Copy out precisely the lines from the start of the data through the line with "ctx.lineWidth = width;", and keep pictures out of it.

┄┄┄┄┄┄

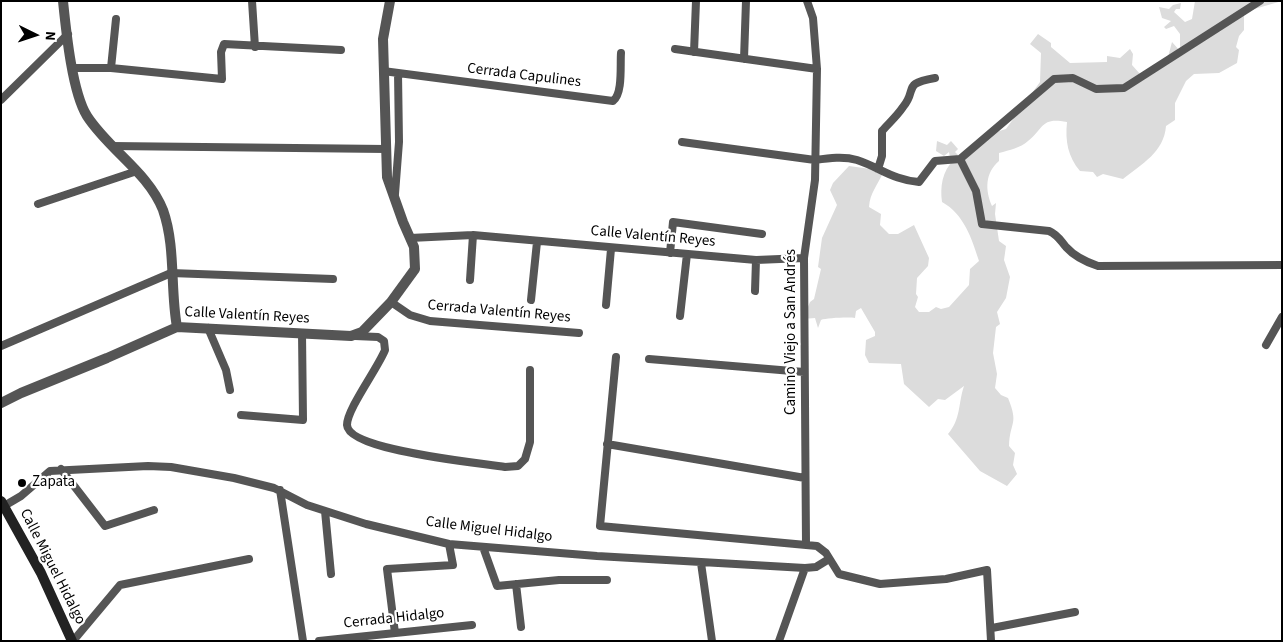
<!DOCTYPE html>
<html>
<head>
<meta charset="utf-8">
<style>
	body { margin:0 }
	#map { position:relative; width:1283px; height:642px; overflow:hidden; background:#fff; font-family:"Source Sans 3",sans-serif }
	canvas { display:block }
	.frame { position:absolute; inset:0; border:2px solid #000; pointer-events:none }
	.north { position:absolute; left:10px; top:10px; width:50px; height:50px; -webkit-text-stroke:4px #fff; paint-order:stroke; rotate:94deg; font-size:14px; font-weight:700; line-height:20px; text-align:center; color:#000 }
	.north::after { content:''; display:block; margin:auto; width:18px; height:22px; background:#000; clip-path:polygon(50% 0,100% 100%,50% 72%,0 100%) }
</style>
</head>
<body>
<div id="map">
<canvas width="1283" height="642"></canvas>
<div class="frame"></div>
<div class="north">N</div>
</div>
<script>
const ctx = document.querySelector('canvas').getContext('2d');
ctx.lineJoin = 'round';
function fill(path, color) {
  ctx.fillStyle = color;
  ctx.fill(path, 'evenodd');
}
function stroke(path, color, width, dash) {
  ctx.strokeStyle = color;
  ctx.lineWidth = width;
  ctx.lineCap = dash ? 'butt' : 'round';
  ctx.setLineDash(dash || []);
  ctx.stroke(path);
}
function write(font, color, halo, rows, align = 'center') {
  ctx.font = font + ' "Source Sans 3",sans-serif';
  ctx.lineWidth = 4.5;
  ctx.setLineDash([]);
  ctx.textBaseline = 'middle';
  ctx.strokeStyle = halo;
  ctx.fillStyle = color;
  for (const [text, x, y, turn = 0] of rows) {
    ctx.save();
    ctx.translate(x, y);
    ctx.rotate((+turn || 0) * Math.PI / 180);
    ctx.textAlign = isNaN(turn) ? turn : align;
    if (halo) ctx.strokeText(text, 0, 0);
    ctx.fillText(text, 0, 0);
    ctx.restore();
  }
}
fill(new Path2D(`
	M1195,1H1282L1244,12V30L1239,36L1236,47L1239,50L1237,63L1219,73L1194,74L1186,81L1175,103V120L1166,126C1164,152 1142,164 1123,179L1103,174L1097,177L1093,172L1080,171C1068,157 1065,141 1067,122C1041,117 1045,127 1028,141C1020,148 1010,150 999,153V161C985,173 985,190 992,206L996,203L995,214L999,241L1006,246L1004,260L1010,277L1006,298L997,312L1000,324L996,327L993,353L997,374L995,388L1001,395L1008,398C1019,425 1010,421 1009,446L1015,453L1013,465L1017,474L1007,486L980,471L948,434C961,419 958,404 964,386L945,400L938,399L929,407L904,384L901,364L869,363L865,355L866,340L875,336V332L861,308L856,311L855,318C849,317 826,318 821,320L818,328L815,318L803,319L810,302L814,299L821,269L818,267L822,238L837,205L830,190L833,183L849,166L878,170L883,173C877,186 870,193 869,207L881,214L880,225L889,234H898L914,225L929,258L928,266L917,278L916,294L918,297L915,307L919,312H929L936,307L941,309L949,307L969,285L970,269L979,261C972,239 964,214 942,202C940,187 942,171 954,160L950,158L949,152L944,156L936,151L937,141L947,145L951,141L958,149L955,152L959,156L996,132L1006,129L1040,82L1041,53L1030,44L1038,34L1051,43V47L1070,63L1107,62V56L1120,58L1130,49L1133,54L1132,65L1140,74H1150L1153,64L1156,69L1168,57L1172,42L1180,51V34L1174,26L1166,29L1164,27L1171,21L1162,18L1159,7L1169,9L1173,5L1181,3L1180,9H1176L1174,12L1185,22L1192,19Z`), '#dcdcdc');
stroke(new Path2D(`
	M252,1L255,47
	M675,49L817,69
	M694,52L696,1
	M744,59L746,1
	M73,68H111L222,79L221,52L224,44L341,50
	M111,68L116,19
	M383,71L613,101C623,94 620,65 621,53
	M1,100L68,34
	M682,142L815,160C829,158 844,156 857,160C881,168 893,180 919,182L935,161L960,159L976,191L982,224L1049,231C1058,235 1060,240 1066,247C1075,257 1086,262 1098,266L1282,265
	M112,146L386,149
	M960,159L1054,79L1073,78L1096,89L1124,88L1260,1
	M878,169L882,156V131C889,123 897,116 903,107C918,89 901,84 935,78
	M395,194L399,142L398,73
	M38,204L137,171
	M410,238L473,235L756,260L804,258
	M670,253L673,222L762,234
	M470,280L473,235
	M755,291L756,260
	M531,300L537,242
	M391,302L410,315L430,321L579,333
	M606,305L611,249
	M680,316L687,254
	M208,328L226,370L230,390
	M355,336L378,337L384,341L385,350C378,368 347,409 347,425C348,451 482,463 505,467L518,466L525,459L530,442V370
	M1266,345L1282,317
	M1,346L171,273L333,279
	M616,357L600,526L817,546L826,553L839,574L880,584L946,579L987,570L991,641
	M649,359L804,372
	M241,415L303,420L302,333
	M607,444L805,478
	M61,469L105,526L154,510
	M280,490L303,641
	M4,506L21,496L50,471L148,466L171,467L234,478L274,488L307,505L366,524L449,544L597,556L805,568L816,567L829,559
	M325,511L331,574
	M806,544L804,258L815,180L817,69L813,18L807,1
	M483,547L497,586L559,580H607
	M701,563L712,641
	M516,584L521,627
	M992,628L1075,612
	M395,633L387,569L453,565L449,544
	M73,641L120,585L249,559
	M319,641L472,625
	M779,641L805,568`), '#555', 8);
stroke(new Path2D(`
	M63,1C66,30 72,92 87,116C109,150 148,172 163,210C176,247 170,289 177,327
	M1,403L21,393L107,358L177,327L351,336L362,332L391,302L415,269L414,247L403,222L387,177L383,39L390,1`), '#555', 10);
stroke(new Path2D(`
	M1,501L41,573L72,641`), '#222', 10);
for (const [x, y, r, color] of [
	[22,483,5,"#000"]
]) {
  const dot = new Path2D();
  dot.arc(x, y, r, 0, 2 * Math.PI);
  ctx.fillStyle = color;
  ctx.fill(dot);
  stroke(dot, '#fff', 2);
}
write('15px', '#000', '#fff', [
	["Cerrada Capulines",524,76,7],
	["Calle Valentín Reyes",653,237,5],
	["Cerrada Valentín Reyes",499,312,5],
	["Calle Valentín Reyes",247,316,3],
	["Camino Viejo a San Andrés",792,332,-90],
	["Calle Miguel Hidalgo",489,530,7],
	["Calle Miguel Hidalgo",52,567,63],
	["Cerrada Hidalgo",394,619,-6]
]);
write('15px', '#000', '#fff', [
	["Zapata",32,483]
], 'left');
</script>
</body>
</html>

┄┄┄┄┄┄

Exercise solution:
<!DOCTYPE html>
<html>
<head>
<meta charset="utf-8">
<style>
	body { margin:0 }
	#map { position:relative; width:1283px; height:642px; overflow:hidden; background:#fff; font-family:"Source Sans 3",sans-serif }
	canvas { display:block }
	.frame { position:absolute; inset:0; border:2px solid #000; pointer-events:none }
	.north { position:absolute; left:10px; top:10px; width:50px; height:50px; -webkit-text-stroke:4px #fff; paint-order:stroke; rotate:94deg; font-size:14px; font-weight:700; line-height:20px; text-align:center; color:#000 }
	.north::after { content:''; display:block; margin:auto; width:18px; height:22px; background:#000; clip-path:polygon(50% 0,100% 100%,50% 72%,0 100%) }
</style>
</head>
<body>
<div id="map">
<canvas width="1283" height="642"></canvas>
<div class="frame"></div>
<div class="north">N</div>
</div>
<script>
const ctx = document.querySelector('canvas').getContext('2d');
ctx.lineJoin = 'round';
function fill(path, color) {
  ctx.fillStyle = color;
  ctx.fill(path, 'evenodd');
}
function stroke(path, color, width, dash) {
  ctx.strokeStyle = color;
  ctx.lineWidth = width;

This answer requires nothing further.